MOSCOW — Of course it went to penalties. It always goes to penalties.

And of course everyone expected England to lose. Because England always loses when it goes to penalties.

It has become something of a theme. Or a curse. 1990. 1996. 1998. 2004. 2006. 2012. Six major tournaments in 22 years (including the European Championship), and England, brimming with high hopes and big-name players, going out in the cruelest possible way.

But this a new England, they say: a team of young players with smiles on their faces and a spring in their step and the belief that it doesn’t always have to be the way it has always been.

And this England does not lose on penalties. At least it did not on Tuesday night, outlasting a game and rugged Colombia, 4-3, in a shootout after the teams played to a 1-1 tie.

“There’s been a lot about this being a young team,” England’s Harry Kane said. “We’ve grown up a lot out there on that pitch tonight.”

Midfielder Eric Dier delivered the final blow, slamming his attempt into the lower left corner under goalkeeper David Ospina after Colombia failed to convert its last two attempts. England’s goalkeeper, Jordan Pickford, had set the stage by pawing away Carlos Bacca’s fifth attempt for Colombia with a dive to his right.

Kane, Marcus Rashford and Kieran Trippier also converted for England in the shootout, sparing Jordan Henderson from a lifetime of ignominy after his penalty, England’s third, was saved by Ospina.

“It was a night I just knew we were going to get over the line,” England Manager Gareth Southgate said.

The result came so quickly — a miss, then a make — and was in many ways so unexpected given England’s history that its players did not seem to know what to do.

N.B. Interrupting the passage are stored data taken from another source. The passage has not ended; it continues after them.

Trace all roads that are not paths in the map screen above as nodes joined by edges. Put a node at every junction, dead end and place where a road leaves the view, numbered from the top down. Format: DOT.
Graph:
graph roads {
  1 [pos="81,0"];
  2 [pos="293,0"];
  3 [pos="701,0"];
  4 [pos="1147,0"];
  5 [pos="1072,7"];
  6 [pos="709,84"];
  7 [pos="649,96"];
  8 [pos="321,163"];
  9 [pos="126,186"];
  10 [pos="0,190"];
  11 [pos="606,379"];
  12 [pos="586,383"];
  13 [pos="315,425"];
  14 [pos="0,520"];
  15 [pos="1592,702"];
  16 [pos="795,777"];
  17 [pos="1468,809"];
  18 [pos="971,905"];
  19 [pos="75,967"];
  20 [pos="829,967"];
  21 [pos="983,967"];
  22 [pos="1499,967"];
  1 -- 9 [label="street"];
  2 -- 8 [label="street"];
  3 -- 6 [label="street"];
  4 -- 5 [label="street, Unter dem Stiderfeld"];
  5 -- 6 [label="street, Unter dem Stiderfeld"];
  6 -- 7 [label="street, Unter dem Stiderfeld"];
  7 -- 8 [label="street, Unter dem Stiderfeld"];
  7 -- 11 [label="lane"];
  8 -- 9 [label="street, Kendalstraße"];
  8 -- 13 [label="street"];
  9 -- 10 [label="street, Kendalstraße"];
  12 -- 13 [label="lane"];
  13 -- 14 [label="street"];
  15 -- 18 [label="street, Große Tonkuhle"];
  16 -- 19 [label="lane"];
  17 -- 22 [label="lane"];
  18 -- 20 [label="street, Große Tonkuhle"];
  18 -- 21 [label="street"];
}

Dier peeled off to his right, eventually collapsing under a pile of teammates. Trippier seemed caught in some in-between, jumping in place next to the pile as the England reserves raced past him to throw themselves on top of Dier.

“It was nice to get that one off our backs,” Kane said. “It’s a huge relief to take going forward.”

They will collect themselves for what’s next when they are ready. An unlikely date with Sweden awaits in the quarterfinals on Saturday in Samara.

But even in a tournament in which all had been going smoothly for England, they did not reach the final eight without flirting with disaster. England was winning (mostly) and scoring goals (often), and as it rolled into Moscow on Tuesday even the road to the latter stages of the World Cup was opening up right in front of them.

But Colombia arrived with little interest in feeding the growing can-England-win-this-thing narrative. And even after Kane seemed to put England into cruise control by drawing and then converting a penalty in the 57th minute, the Colombians fought — a bit too roughly for English tastes at certain points —for their World Cup life to the bitter end.